Mavungo, que está em Portugal por razões de saúde, saiu em liberdade da prisão de Cabinda em maio de 2016, depois de ter sido condenado a uma pena de seis anos de prisão por crime de rebelião contra o Estado angolano.

DW África: Sendo defensor ativo dos Direitos Humanos, como avalia a situação em Angola?

Marcos Mavungo (MM): Neste momento, em Angola, vive-se um certo ceticismo inteletual, um certo desencanto. Parece-me que o partido no poder já perdeu a noção da justiça e da dignidade. Já não tem referências governativas suscetíveis de combater a pobreza, repor os direitos civis, políticos, sociais e económicos das populações. Por exemplo, quando cidadãos que têm direito à manifestação não são aceites e muitos são assassinados. É o caso de Isaías Cassule e Alves Kamulingue. Também há sempre interdições de manifestações, a criação de dificuldades às instituições de defesa dos direitos humanos. Diante destes atropelos todos, não conseguem assumir uma posição justa no sentido de defender a legalidade. Tudo isso são situações graves que põem em causa os fundamentos do Estado.

DW África: Apesar da pressão internacional não há sinais de mudança?

MM: Até ao momento não há sinais de mudança. Já se fala da possível saída do Presidente da República, embora as pessoas estejam céticas, mas o que parece significar mudanças. Mas mudança no sentido de aceitar as leis da convivência democrática, de aceitar os princípios da transparência, os princípios da independência dos tribunais, parece-me que a classe política dominante não tem ainda essa predisposição, neste momento.

DW África: Foi uma das vítimas das atrocidades cometidas pelo regime de Luanda. Confirma que continuam a registar-se casos de violação dos direitos humanos em Cabinda?

MM: Sim, é o nosso quotidiano. O poder confiscou para si os meios da comunicação social, todo o dinheiro do país. Ninguém fala. No dia 26 [de novembro] devia haver uma manifestação [em Luanda]. Mas o Governo fez tudo para impedi-la. Além disso, a imprensa privada não está na capital. O que significa que, no interior do país, há situações muito graves que não chegam a público. E quando chegam, às vezes já é tarde. O quotidiano é uma violação constante.

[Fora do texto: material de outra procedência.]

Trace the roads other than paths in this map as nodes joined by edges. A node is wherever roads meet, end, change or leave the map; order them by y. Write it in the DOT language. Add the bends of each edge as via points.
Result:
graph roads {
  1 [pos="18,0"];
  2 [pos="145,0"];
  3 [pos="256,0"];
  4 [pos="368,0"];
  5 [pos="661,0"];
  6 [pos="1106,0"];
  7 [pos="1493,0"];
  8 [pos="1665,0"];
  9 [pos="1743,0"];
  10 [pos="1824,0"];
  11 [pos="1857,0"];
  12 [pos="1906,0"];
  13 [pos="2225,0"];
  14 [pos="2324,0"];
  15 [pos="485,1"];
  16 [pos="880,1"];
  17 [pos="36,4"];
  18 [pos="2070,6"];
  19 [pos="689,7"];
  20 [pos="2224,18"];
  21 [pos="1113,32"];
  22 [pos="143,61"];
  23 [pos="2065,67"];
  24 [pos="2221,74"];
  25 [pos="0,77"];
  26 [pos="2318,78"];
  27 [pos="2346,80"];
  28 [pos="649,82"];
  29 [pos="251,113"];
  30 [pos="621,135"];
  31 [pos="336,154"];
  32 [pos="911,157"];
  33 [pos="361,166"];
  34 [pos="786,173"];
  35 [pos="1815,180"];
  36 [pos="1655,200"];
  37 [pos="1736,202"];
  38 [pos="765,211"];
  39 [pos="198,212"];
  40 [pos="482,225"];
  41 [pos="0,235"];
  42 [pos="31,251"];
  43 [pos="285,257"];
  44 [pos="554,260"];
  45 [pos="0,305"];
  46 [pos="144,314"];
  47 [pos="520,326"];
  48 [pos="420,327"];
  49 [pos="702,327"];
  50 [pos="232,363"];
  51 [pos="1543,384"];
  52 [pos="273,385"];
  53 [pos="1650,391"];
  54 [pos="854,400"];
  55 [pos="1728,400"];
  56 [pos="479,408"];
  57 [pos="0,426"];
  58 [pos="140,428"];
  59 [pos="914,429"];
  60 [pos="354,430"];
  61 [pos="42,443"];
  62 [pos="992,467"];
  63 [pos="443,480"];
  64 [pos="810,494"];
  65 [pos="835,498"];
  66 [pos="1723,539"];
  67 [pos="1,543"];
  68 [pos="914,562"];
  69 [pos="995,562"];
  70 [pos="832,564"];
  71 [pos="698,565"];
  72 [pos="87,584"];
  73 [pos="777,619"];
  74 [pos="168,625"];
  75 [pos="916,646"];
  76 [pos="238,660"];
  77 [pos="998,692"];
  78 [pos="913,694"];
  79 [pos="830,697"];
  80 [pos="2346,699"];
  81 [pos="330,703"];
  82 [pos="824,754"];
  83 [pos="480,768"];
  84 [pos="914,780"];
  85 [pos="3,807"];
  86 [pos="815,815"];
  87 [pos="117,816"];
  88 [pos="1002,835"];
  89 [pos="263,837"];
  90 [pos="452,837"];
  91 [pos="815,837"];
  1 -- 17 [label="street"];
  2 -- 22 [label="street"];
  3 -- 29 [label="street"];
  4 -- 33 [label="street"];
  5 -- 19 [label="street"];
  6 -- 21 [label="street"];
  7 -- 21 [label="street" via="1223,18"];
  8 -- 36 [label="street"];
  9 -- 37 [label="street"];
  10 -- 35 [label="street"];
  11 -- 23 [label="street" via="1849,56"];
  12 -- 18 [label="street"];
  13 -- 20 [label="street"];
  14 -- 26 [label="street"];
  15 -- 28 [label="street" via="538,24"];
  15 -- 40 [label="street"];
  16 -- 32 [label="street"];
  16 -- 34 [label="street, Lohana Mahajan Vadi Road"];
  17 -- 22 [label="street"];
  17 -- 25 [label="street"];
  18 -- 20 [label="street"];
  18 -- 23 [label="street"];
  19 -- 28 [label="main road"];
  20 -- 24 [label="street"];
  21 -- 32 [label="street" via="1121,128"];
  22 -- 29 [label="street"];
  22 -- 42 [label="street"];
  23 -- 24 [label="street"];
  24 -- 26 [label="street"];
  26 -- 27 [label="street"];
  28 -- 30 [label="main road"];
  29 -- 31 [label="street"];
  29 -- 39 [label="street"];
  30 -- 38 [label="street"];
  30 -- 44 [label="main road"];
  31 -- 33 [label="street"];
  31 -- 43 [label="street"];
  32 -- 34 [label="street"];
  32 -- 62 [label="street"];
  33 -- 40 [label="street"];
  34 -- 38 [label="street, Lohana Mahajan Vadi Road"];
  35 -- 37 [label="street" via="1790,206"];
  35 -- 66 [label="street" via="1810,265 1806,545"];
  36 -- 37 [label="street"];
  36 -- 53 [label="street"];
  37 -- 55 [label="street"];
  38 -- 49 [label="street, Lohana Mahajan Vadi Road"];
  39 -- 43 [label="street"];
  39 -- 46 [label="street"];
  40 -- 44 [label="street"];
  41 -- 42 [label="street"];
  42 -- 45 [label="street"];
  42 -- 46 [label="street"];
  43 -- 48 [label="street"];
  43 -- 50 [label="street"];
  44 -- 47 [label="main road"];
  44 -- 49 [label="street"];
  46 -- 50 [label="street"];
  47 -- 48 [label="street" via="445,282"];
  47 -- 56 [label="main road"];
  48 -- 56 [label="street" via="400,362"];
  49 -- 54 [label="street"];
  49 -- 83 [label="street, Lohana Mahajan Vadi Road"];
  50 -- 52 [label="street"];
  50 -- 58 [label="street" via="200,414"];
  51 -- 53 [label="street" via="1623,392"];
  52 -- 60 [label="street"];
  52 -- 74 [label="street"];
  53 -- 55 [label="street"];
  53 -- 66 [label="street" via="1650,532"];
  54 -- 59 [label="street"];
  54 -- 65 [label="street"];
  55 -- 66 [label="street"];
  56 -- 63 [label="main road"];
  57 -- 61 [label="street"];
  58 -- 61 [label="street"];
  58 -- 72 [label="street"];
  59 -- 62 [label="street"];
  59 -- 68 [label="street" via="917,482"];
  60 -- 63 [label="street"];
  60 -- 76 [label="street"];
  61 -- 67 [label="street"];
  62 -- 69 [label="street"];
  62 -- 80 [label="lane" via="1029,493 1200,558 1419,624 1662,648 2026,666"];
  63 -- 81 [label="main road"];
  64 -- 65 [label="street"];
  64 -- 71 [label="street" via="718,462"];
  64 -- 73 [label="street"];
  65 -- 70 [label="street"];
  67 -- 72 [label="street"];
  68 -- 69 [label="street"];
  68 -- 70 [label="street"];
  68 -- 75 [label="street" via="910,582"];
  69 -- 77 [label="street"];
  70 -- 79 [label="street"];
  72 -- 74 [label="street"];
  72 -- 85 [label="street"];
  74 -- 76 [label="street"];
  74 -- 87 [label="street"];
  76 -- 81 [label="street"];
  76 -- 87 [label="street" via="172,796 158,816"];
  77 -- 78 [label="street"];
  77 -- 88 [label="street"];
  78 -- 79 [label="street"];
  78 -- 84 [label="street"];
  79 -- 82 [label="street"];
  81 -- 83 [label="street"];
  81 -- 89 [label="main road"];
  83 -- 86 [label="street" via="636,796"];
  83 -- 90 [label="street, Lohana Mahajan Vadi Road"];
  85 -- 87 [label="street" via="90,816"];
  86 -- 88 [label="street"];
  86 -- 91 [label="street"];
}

Angola Provinz von Cabinda José Marcos Mavungo Aktivist
Marcos Mavungo em 20 de maio de 2016, o dia em que o Tribunal Supremo ordenou a sua libertaçãoFoto: Privat

DW África: Digamos que aquilo que sai para a imprensa internacional é apenas uma parte destas violações?

MM: Sim, exato. Neste momento Angola é um iceberg, em que a maior parte está submersa. Não é reportada.

DW África: Foi libertado a 28 de maio de 2016, depois de ter sido condenado a uma pena de seis anos por crime de rebelião contra o Estado angolano. Foi uma acusação injusta? Isso terá tido alguma repercussão na sua vida pessoal ou profissional?

MM: A minha detenção e condenação são práticas constantes que o regime sempre utilizou para calar vozes incómodas, para calar pessoas que se levantam, espíritos não reverentes que apontam o dedo e levantam questões, que difundem informações. Tudo isto esteve na base da minha prisão e condenação. Por causa dos atropelos em Cabinda, da má governação da riqueza que se concentra e não se reparte, pensámos em organizar uma manifestação, o que é conforme à própria lei. Mas, infelizmente, o Governo opôs-se e, como agravante, mandou-me prender, depois de me ter encontrado com os seus representantes a 11 de março [de 2016], de lhes ter feito o ponto da situação das violações em Cabinda - os assassinatos, a má governação, as prisões arbitrárias - na base de factos concretos. Numa reunião em que estava o governador, num Estado de direito democrático, tinha que se abrir um processo, mas não aconteceu. Fui detido. E o mais grave ainda é que mobilizaram agentes da polícia, falsificaram processos, como o roubo de explosivos no Malongo e tantas outras falsidades. Tudo isto simplesmente para me mandar prender, obrigar-me a calar e não levantar a cabeça. Portanto, o meu caso é um exemplo concreto.

DW África: Pode-se afirmar que há, de facto, guerra em Cabinda?

MM: Bom, há guerra em Cabinda por cinco razões fundamentais. A primeira tem a ver com a questão de Cabinda, que não encontra uma solução. Ainda temos guerrilheiros que estão nas matas. Por isso mesmo, Cabinda é um território militarizado. A segunda questão são as injustiças: detenções arbitrárias, má governação, falta de transparência. A paz é sinónimo de justiça. Quando não há justiça, não há paz.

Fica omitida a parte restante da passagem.